The focus of the weaning section must be on both the ambient temperature and floor heating, outside as well as underneath the cover in the pen.
|Weight (kg)||Temperature under covering (°C)||Floor temperature under covering (°C)||Ambient temperature (°C)|
In the gilt unit, ambient temperature is the primary consideration, while the floor heating can be phased out.
|Weight, kg||Temperature, C°|
* If not using an All-in-All-out batch strategy, but new gilts are introduced to the unit regularly, the diffused ventilation must be adjusted accordingly.
All-in-All-out batch strategy is rarely practised in the gilt units. When regularly adding new animals to the unit, it is difficult to provide a general recommendation that solely applies to ambient temperature, as the optimal temperature is dependent on the size of the gilt.

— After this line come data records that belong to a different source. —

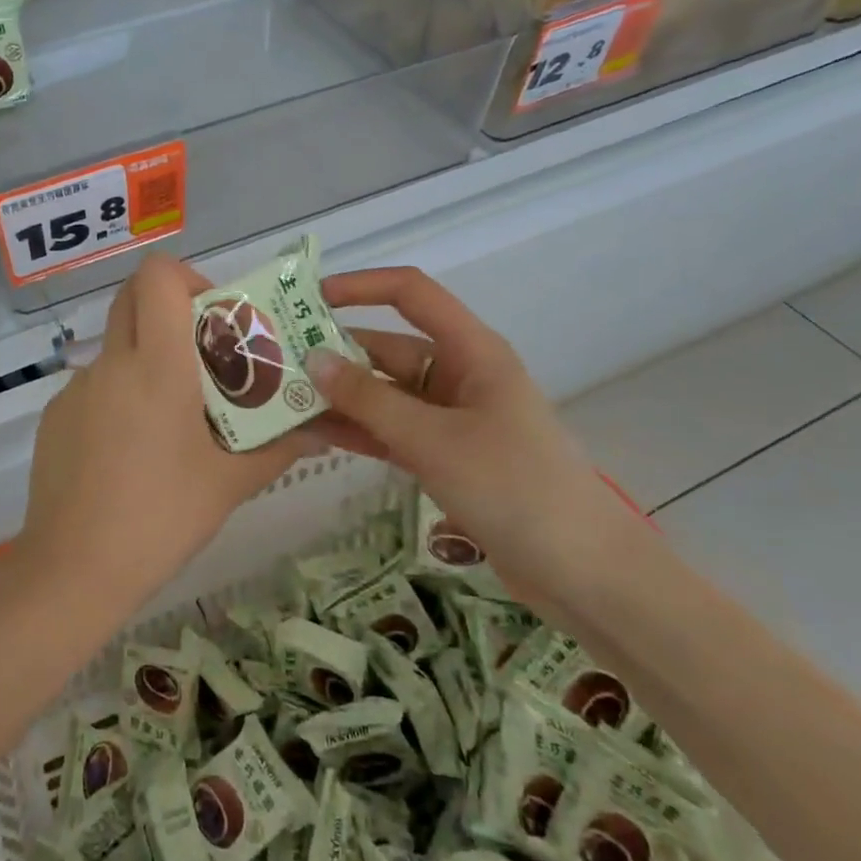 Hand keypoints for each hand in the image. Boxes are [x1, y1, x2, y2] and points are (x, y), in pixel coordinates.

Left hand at [19, 254, 317, 604]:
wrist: (73, 569)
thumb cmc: (161, 518)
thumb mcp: (229, 483)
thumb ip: (279, 447)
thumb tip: (320, 431)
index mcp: (157, 365)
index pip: (157, 275)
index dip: (186, 279)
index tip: (213, 318)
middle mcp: (111, 362)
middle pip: (132, 297)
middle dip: (169, 311)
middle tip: (202, 356)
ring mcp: (76, 388)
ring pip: (116, 347)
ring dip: (146, 361)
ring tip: (171, 423)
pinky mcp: (54, 416)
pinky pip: (94, 387)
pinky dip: (118, 399)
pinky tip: (130, 454)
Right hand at [304, 267, 654, 622]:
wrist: (585, 574)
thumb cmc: (514, 487)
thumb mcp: (433, 440)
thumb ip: (369, 400)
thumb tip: (312, 360)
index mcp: (470, 351)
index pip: (411, 294)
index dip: (361, 286)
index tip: (308, 299)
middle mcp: (458, 374)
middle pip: (388, 347)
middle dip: (335, 354)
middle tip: (275, 364)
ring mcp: (451, 418)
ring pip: (385, 394)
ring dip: (340, 398)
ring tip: (283, 402)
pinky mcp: (446, 456)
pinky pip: (392, 431)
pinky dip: (359, 431)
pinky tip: (315, 436) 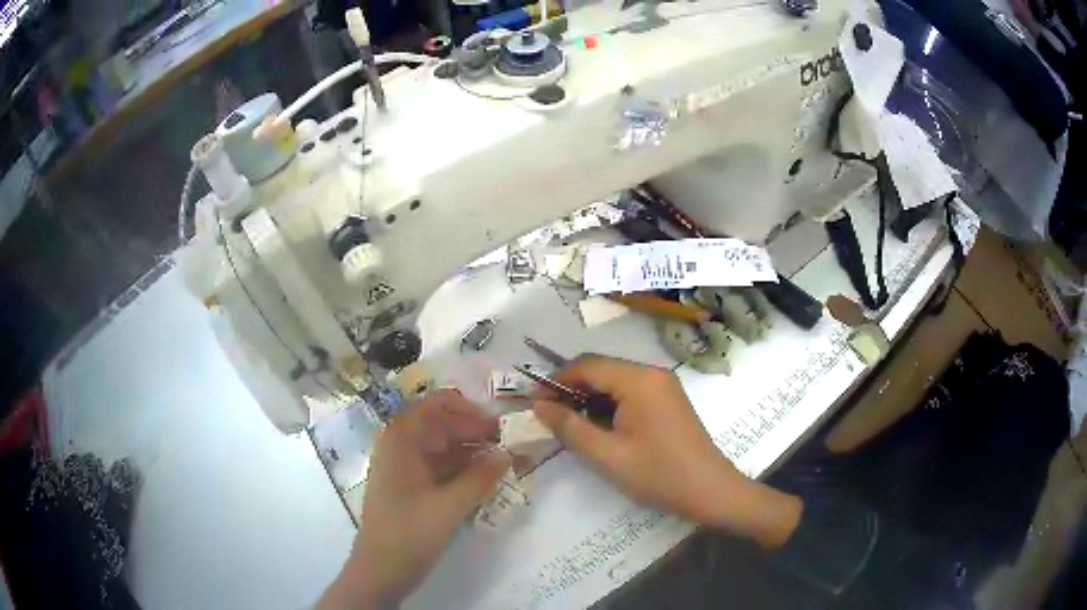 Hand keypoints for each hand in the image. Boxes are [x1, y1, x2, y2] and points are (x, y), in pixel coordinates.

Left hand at [320, 390, 510, 608]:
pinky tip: (482, 480)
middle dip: (471, 430)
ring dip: (468, 451)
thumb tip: (506, 454)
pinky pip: (436, 468)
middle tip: (505, 443)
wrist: (380, 570)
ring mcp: (401, 469)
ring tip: (500, 461)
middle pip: (438, 425)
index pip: (434, 405)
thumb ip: (480, 477)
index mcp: (401, 440)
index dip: (466, 409)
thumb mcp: (450, 505)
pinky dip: (458, 469)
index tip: (496, 423)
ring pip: (439, 448)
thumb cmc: (410, 533)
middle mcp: (398, 447)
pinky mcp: (407, 488)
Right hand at [532, 356, 800, 548]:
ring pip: (615, 381)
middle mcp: (652, 373)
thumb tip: (539, 406)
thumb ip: (570, 427)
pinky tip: (598, 426)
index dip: (555, 381)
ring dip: (589, 397)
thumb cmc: (658, 474)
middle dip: (571, 388)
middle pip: (601, 369)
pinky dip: (609, 404)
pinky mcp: (668, 400)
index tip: (532, 402)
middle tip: (547, 416)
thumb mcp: (607, 455)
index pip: (586, 365)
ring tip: (568, 424)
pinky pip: (630, 392)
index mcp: (639, 380)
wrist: (710, 490)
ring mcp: (663, 385) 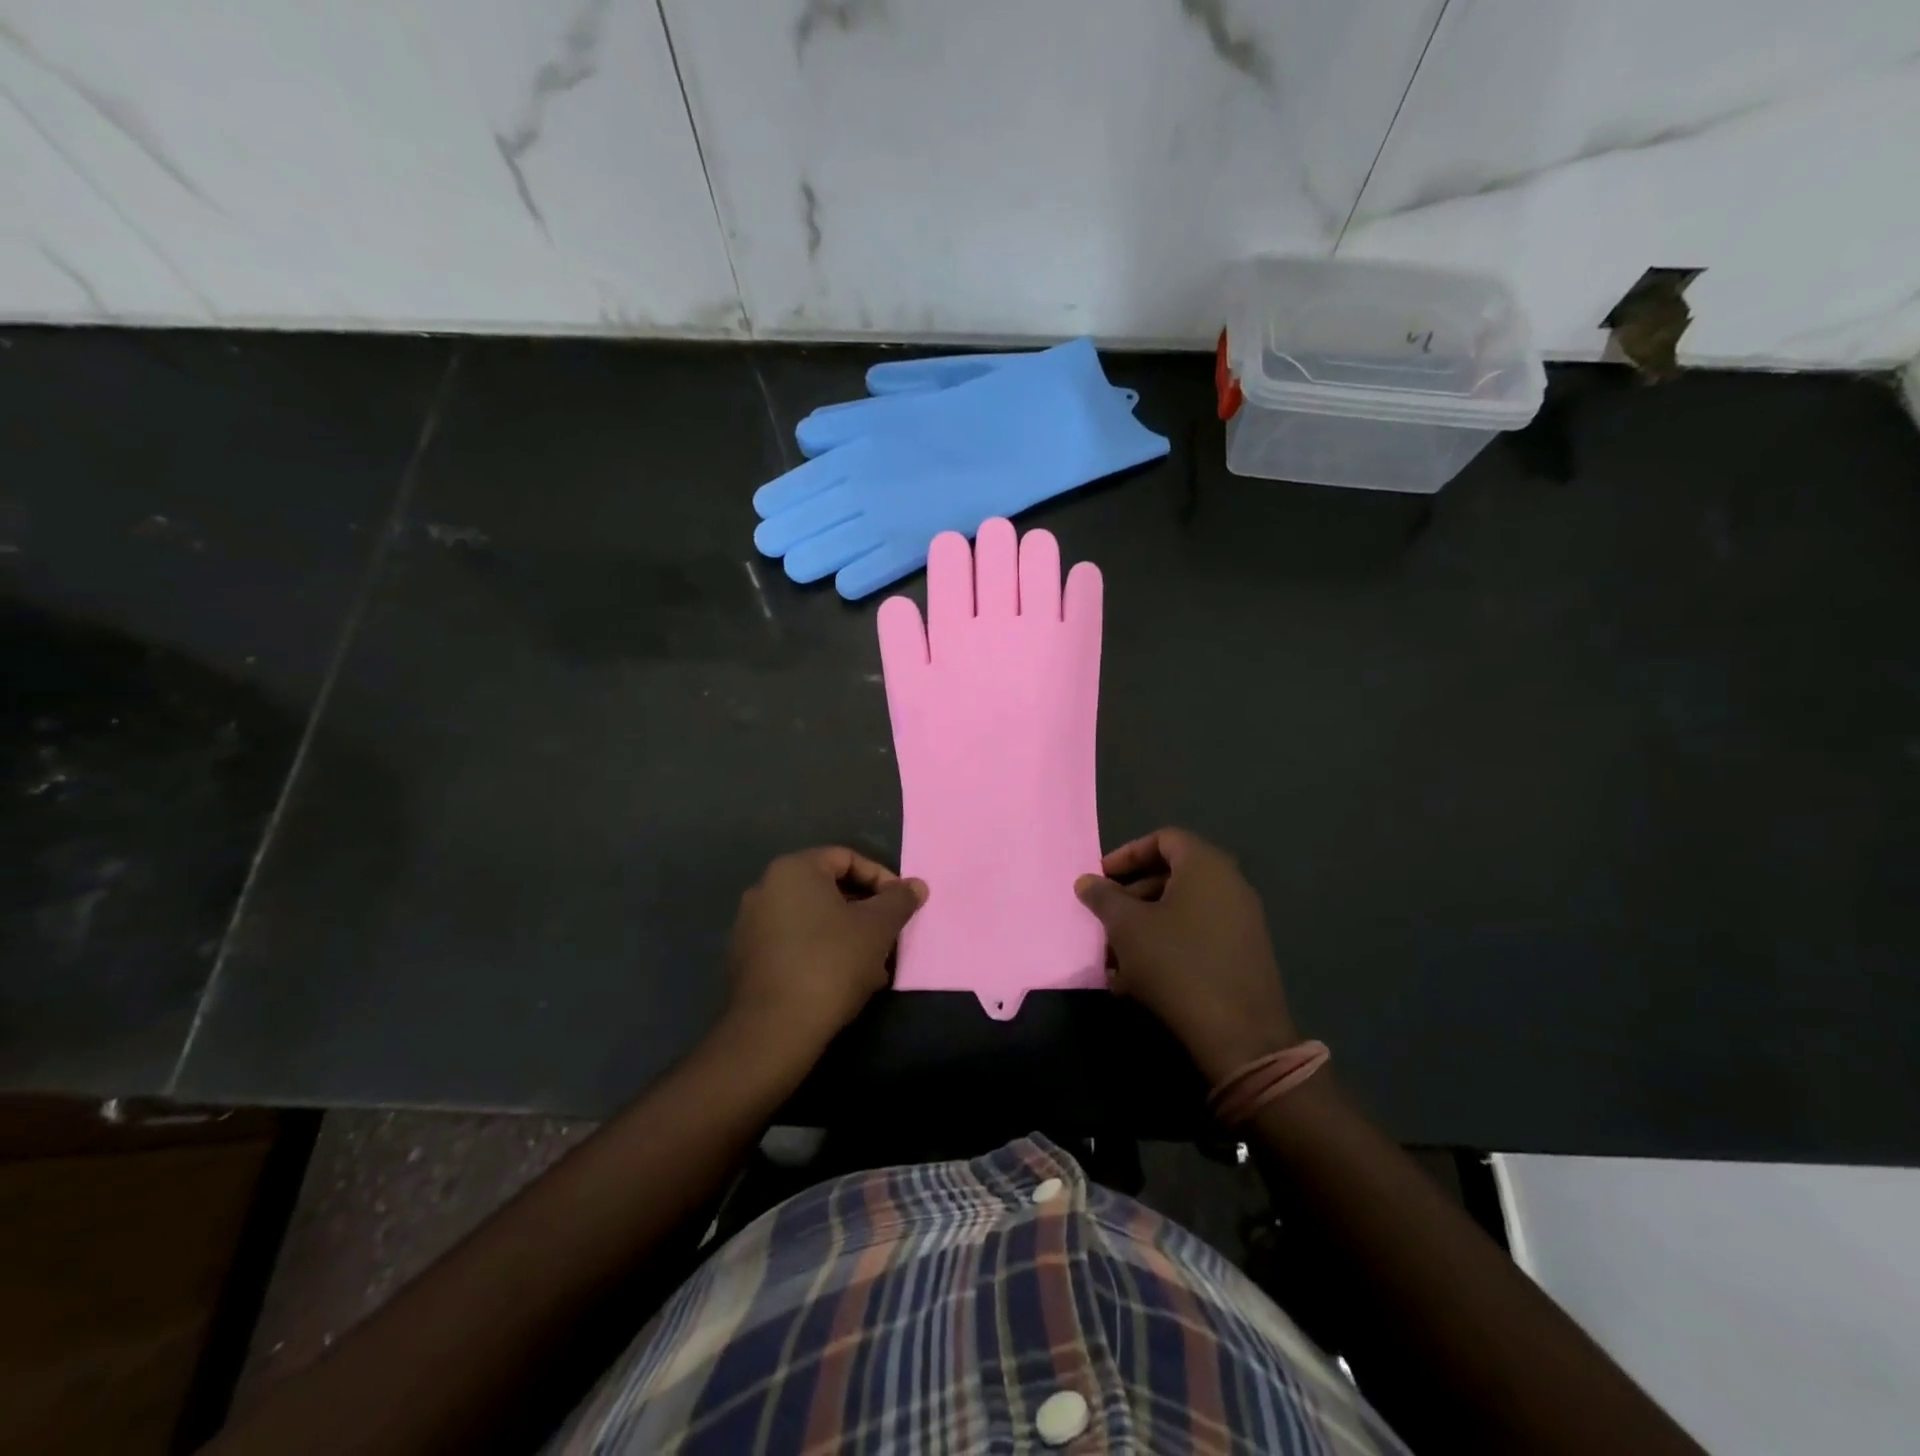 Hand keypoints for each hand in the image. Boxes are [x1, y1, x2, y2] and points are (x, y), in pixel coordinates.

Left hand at [725, 847, 926, 1057]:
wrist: (773, 1031)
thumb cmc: (830, 963)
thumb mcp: (877, 928)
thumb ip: (900, 900)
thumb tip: (917, 885)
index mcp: (794, 870)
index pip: (847, 858)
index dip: (881, 879)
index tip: (901, 907)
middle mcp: (766, 888)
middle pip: (829, 889)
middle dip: (865, 912)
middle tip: (889, 937)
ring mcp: (751, 925)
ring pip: (813, 920)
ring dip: (847, 935)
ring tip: (872, 966)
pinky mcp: (746, 959)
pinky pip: (794, 943)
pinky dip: (821, 953)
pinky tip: (842, 982)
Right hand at [1074, 829, 1297, 1084]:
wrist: (1240, 1035)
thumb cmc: (1176, 963)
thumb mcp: (1127, 927)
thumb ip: (1104, 897)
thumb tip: (1087, 881)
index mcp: (1206, 866)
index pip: (1164, 838)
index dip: (1128, 853)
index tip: (1102, 877)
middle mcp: (1230, 885)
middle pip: (1172, 876)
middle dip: (1130, 897)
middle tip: (1103, 920)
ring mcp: (1241, 922)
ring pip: (1181, 911)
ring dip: (1143, 927)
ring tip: (1112, 959)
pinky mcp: (1243, 956)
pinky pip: (1197, 937)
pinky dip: (1166, 947)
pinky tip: (1137, 981) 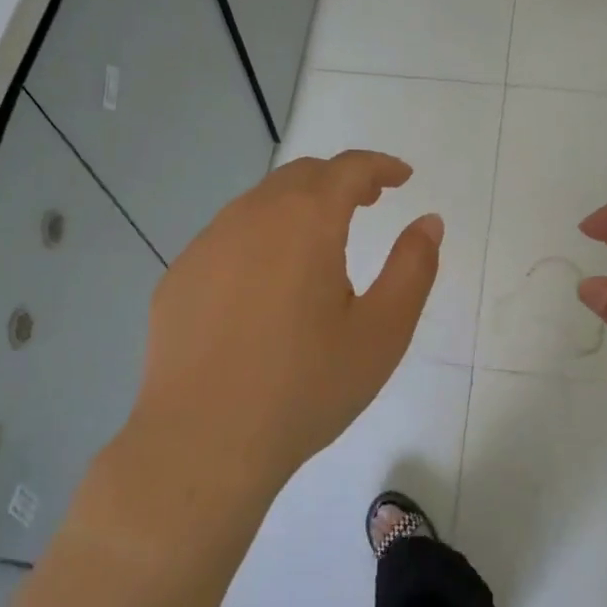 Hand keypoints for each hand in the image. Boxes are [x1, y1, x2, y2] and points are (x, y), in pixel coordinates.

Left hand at [126, 151, 441, 507]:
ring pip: (259, 204)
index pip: (348, 169)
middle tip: (368, 202)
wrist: (204, 441)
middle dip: (339, 180)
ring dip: (297, 207)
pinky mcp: (179, 278)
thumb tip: (428, 222)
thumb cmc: (306, 387)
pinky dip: (259, 240)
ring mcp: (206, 246)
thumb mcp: (382, 332)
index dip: (380, 166)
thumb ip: (413, 267)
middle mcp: (250, 217)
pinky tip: (265, 286)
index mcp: (305, 222)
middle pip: (301, 176)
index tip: (402, 177)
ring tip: (320, 243)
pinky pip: (227, 239)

Therefore, it should always be possible to add heat individually to the pens. Pens for pigs up to 30 kg should be established with dual climate, where it is possible to cover part of the pen while the gilts are small. Underfloor heating with an option for bedding in the lying area is also recommended while the gilts are small.
It must be possible for big gilts to cool themselves down, therefore it is highly recommended to install a sprinkler/showering system for all gilts above 20 kg if this is not already installed due to law regulations. This can be combined with a high-pressure cooling system as an additional option for temperature adjustment in hot periods.
Sorting and stocking density
For the production of breeding animals, there should be a focus on the correct sorting of animals in all housing sections- this begins at weaning.
Breeding animals should be sorted according to their race and gender once they reach a certain size. Grouping by race is crucial as purebreds and F1 hybrids require a little extra attention.
It is recommended to house gilts in separate pens, and otherwise not mix with other animal groups in order to provide them with the attention that they need.
At weaning, the gilts are sorted at around 30 kg and the gilts should be divided into small groups.
It is recommended to keep gilts in stable groups of breeding animals only. Keep a maximum of 6–10 females per pen. These stable groups should be maintained until the first oestrus is observed. Afterwards, it is advisable to move the animals to the mating unit.
|Weight, kg||Recommended area, m²|
|50-85||0.75 – 1,00|
|85-110||0.75 – 1,00|
|> 110||1.50 – 1,90|
* The recommended area does not include the floor space under troughs.
The floor-space requirement is a guideline, the primary goal should be to provide enough space for all gilts to be able to eat at the same time regardless of their size. If floor feeding is used for the gilts, it can be beneficial to increase the area per animal to ensure sufficient space for feeding all gilts and try to reduce aggression and/or competition between animals.